To start out with, give everyone approximately two to three minutes to generate a list of five images that, to them, represent the idea of “love.” Love is a term that is kept intentionally vague for the purposes of this exercise, and it is interpretable between people. If anybody asks what “love” means in this context, tell them it’s for them to decide. The key is for you to create a list of five essential images that are specific and honed towards your vision of what love means. As much as possible, avoid qualifiers or over-explanation; try to get the image extrapolated in as short a phrase as you can. This is an example of my personal list of five images, from the last time I practiced this exercise:
Space between the eyebrows
Belly buttons
Rapsy voice
Bundled blanket
Kisses on the forehead
You see how these images are descriptive and keen, but aren’t qualitative? The point of the list isn’t to mark why these remind you of love. It’s simply to annotate the associations you have.

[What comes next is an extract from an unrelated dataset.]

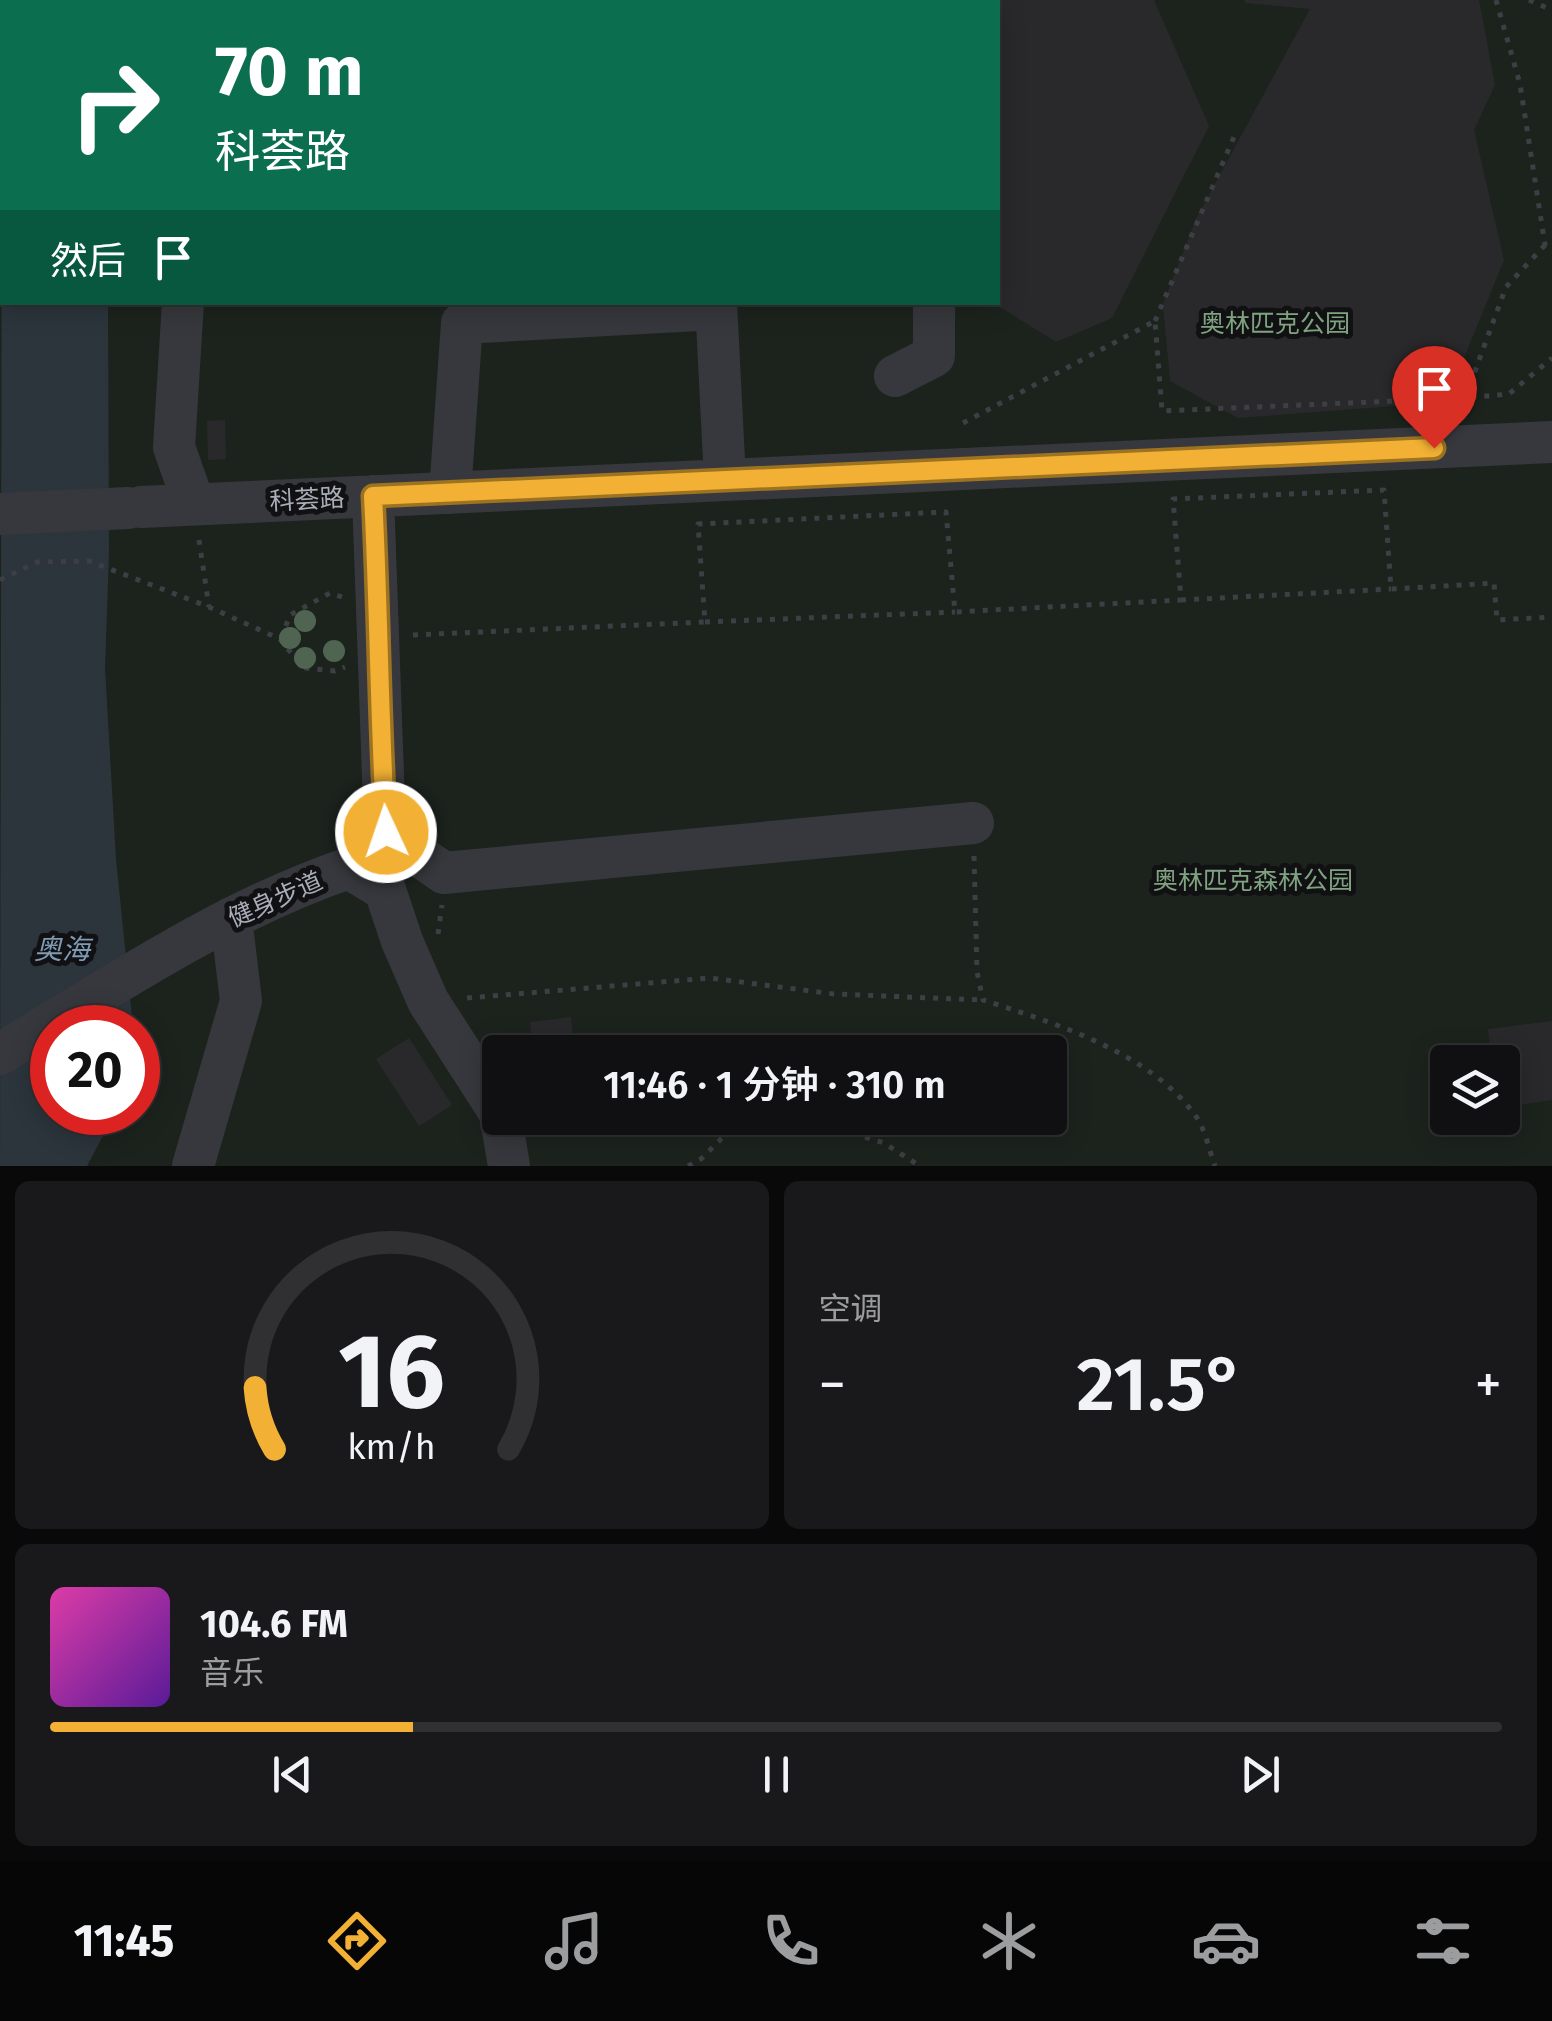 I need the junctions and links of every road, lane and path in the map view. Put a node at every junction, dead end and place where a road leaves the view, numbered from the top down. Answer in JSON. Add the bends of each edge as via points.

Once everyone has their list of five images, on a separate sheet of paper, a separate screen, or a blackboard/whiteboard if you have one available to you, create a set of columns equal to how many people are participating. Then, go around the circle and have everyone list off their first image on their list. Assign each person their own column as you go along, and write down what the person names. Then, continue with the circle for the second, the third, until eventually, everyone has their own column with their own list of images that are associated with love.
Take a moment to read over what everyone has named, and then turn your attention to column one. Together as a group, begin naming qualitative terms that you might use to describe the love this person has painted through their five images. What does this love feel like, adjectively? For instance, for my list of five I shared above, my vision of love might be described as “comfortable love”, “tender love”, “intimate love”, “nighttime or morning love”. Does someone’s vision of love seem more romantic, more platonic, more familial, more nostalgic? What qualities are you seeing as key to their vision of love? Get loose and explorative with it, and give yourself a few minutes to fully name what you see in column one.
Once you’re done, move on to the next column, and repeat until all five people have their love explored.
This exercise accomplishes a few tasks. Firstly, it grants you the opportunity for further connection with other people, as you learn what their visions and expectations are in regards to love. Secondly, it generates a collaborative space where ideas and interpretations can ricochet off of each other. Thirdly, and most critically, it gives you a sense of how objective images can provoke the sensation of a subjective abstraction. “Love” can mean anything to anyone – but this exercise demonstrates that by honing the images you’re using to craft love, you can hone the emotional experience you’re hoping for your reader to have.
When the game is done, thank everyone for contributing, and then consider what you’ve conjured today in your writing and how you might move forward with it. Maybe it’s time to write a love poem?